=== Section Start ===

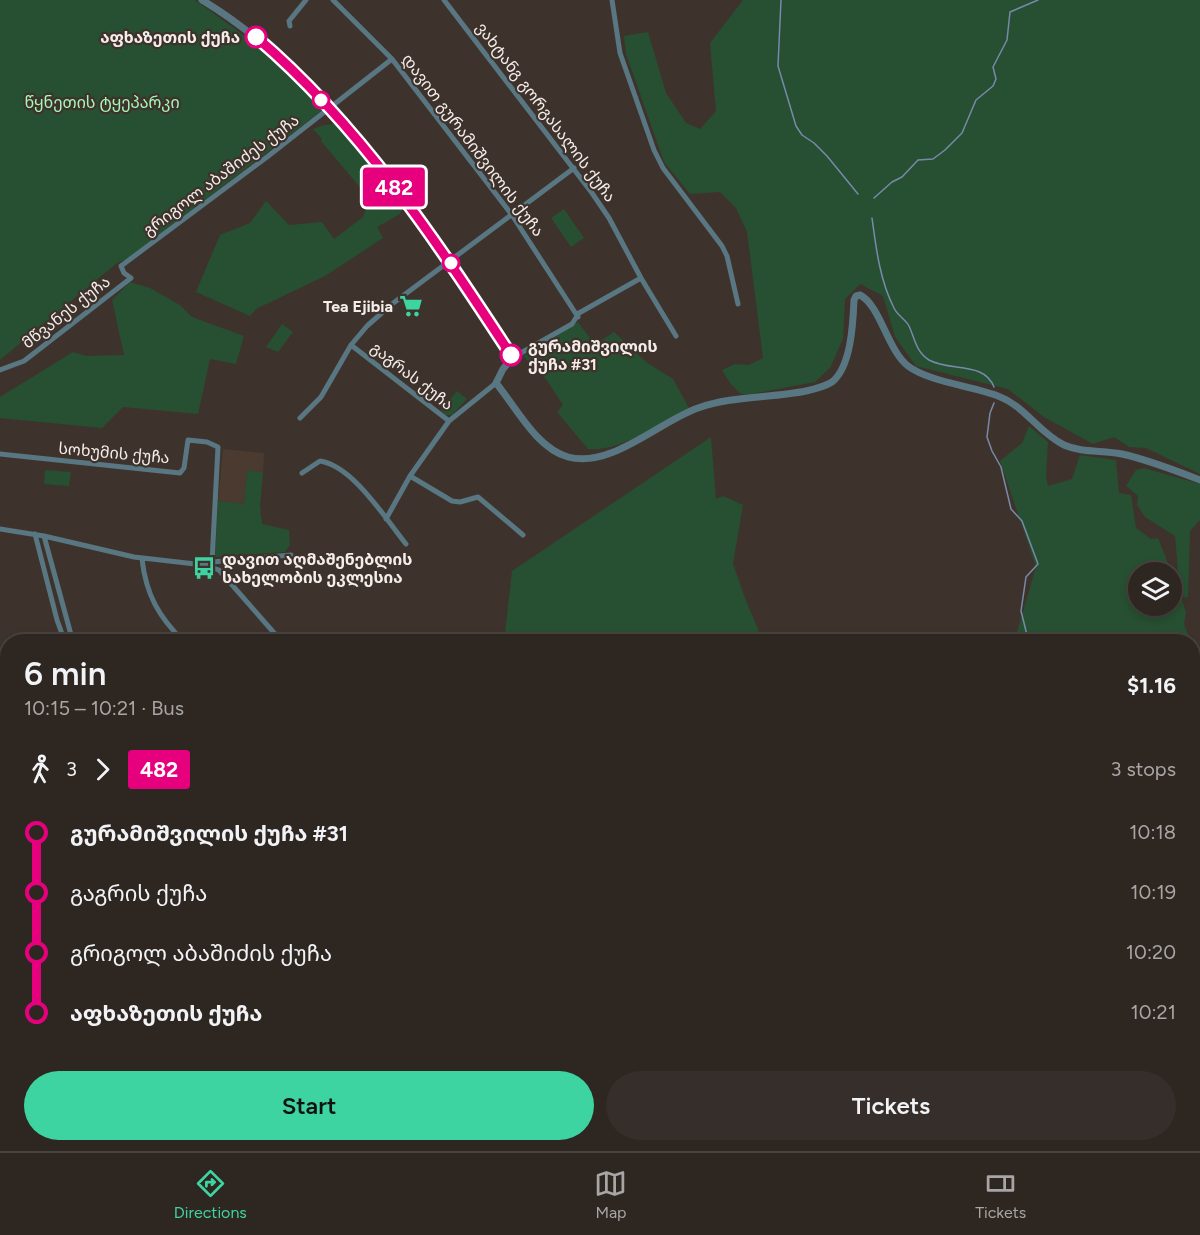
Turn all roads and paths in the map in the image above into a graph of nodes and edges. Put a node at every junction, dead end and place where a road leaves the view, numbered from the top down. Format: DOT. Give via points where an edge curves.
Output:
graph roads {
  1 [pos="202,0"];
  2 [pos="306,0"];
  3 [pos="333,0"];
  4 [pos="444,0"];
  5 [pos="612,0"];
  6 [pos="290,26"];
  7 [pos="392,59"];
  8 [pos="330,109"];
  9 [pos="574,168"];
  10 [pos="512,215"];
  11 [pos="449,260"];
  12 [pos="121,266"];
  13 [pos="641,278"];
  14 [pos="738,304"];
  15 [pos="578,317"];
  16 [pos="676,336"];
  17 [pos="351,345"];
  18 [pos="513,358"];
  19 [pos="0,370"];
  20 [pos="496,383"];
  21 [pos="300,418"];
  22 [pos="449,421"];
  23 [pos="0,454"];
  24 [pos="302,473"];
  25 [pos="410,476"];
  26 [pos="1200,480"];
  27 [pos="386,519"];
  28 [pos="0,529"];
  29 [pos="34,534"];
  30 [pos="523,535"];
  31 [pos="44,536"];
  32 [pos="406,543"];
  33 [pos="291,555"];
  34 [pos="142,559"];
  35 [pos="212,562"];
  36 [pos="204,565"];
  37 [pos="54,573"];
  38 [pos="46,576"];
  39 [pos="59,594"];
  40 [pos="51,596"];
  41 [pos="63,634"];
  42 [pos="71,634"];
  43 [pos="176,634"];
  44 [pos="275,634"];
  1 -- 8 [label="street" via="256,37"];
  2 -- 6 [label="street" via="289,21"];
  3 -- 7 [label="street, დავით გურამიშვილის ქუჩა"];
  4 -- 9 [label="street, ვახტანგ გორგასალის ქუჩა"];
  5 -- 14 [label="street" via="620,52 646,133 663,168 721,244"];
  7 -- 8 [label="street, გრიგოლ აბაშიძეს ქუჩა"];
  7 -- 10 [label="street, დავით გურამიშვილის ქუჩა"];
  8 -- 11 [label="street"];
  8 -- 12 [label="street, გრიგოლ აბაშიძეს ქუჩა"];
  9 -- 10 [label="street, გაგრას ქუჩა"];
  9 -- 13 [label="street, ვახტანგ გორგასალის ქუჩა" via="609,218"];
  10 -- 11 [label="street, გაგრას ქუჩა"];
  10 -- 15 [label="street, დავით გურამიშვილის ქუჩა"];
  11 -- 17 [label="street, გაგრას ქუჩა" via="367,326"];
  11 -- 18 [label="street"];
  12 -- 19 [label="street, მწვანეს ქუჩა" via="131,278 24,361"];
  13 -- 15 [label="street"];
  13 -- 16 [label="street, ვახტანგ გორგასალის ქუჩა"];
  15 -- 18 [label="street"];
  17 -- 21 [label="street" via="321,397"];
  17 -- 22 [label="street, გაგრას ქუჩა"];
  18 -- 20 [label="street"];
  20 -- 22 [label="street"];
  20 -- 26 [label="street" via="545,444 566,456 583,459 600,455 623,448 698,408 787,395 832,382 847,358 854,300 860,295 868,300 906,365 919,373 1010,401 1062,444 1081,451 1122,454"];
  22 -- 25 [label="street, გაგრას ქუჩა"];
  23 -- 35 [label="street, სოხუმის ქუჩა" via="180,473 188,440 218,447"];
  24 -- 27 [label="street" via="320,460 334,464 359,486"];
  25 -- 27 [label="street, გაგრას ქუჩა"];
  25 -- 30 [label="street" via="452,501 478,497"];
  27 -- 32 [label="street"];
  28 -- 29 [label="street"];
  29 -- 31 [label="street"];
  29 -- 38 [label="street"];
  31 -- 34 [label="street"];
  31 -- 37 [label="street"];
  33 -- 35 [label="street"];
  34 -- 36 [label="street"];
  34 -- 43 [label="street" via="156,607"];
  35 -- 36 [label="street"];
  36 -- 44 [label="street" via="219,570"];
  37 -- 38 [label="street"];
  37 -- 39 [label="street"];
  38 -- 40 [label="street"];
  39 -- 40 [label="street"];
  39 -- 42 [label="street"];
  40 -- 41 [label="street"];
}
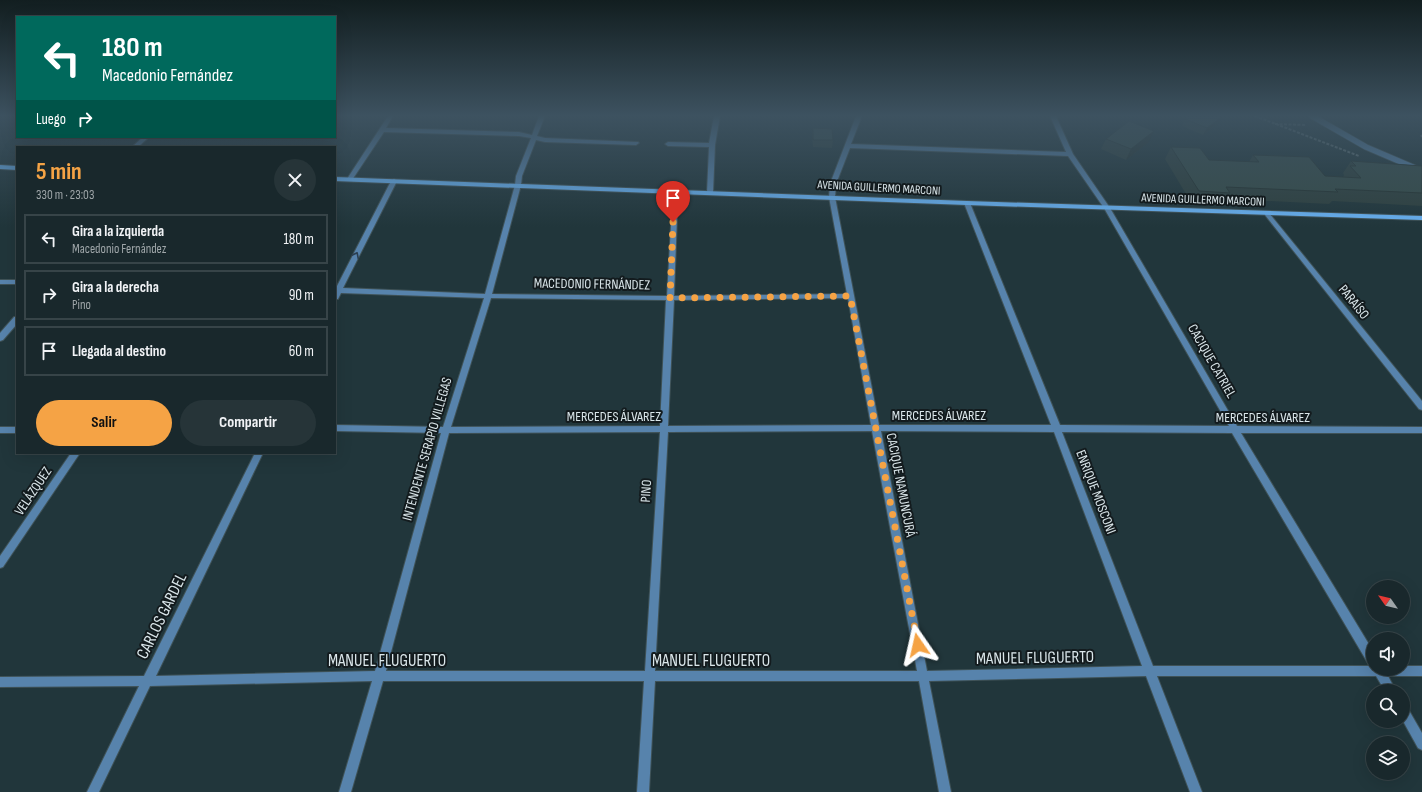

=== Section End ===

* **ABOUT THIS EXERCISE**: Answer with the number alone after tallying the lines of the entries above that contain the word "გორგასალის".

* **THE ANSWER**: 3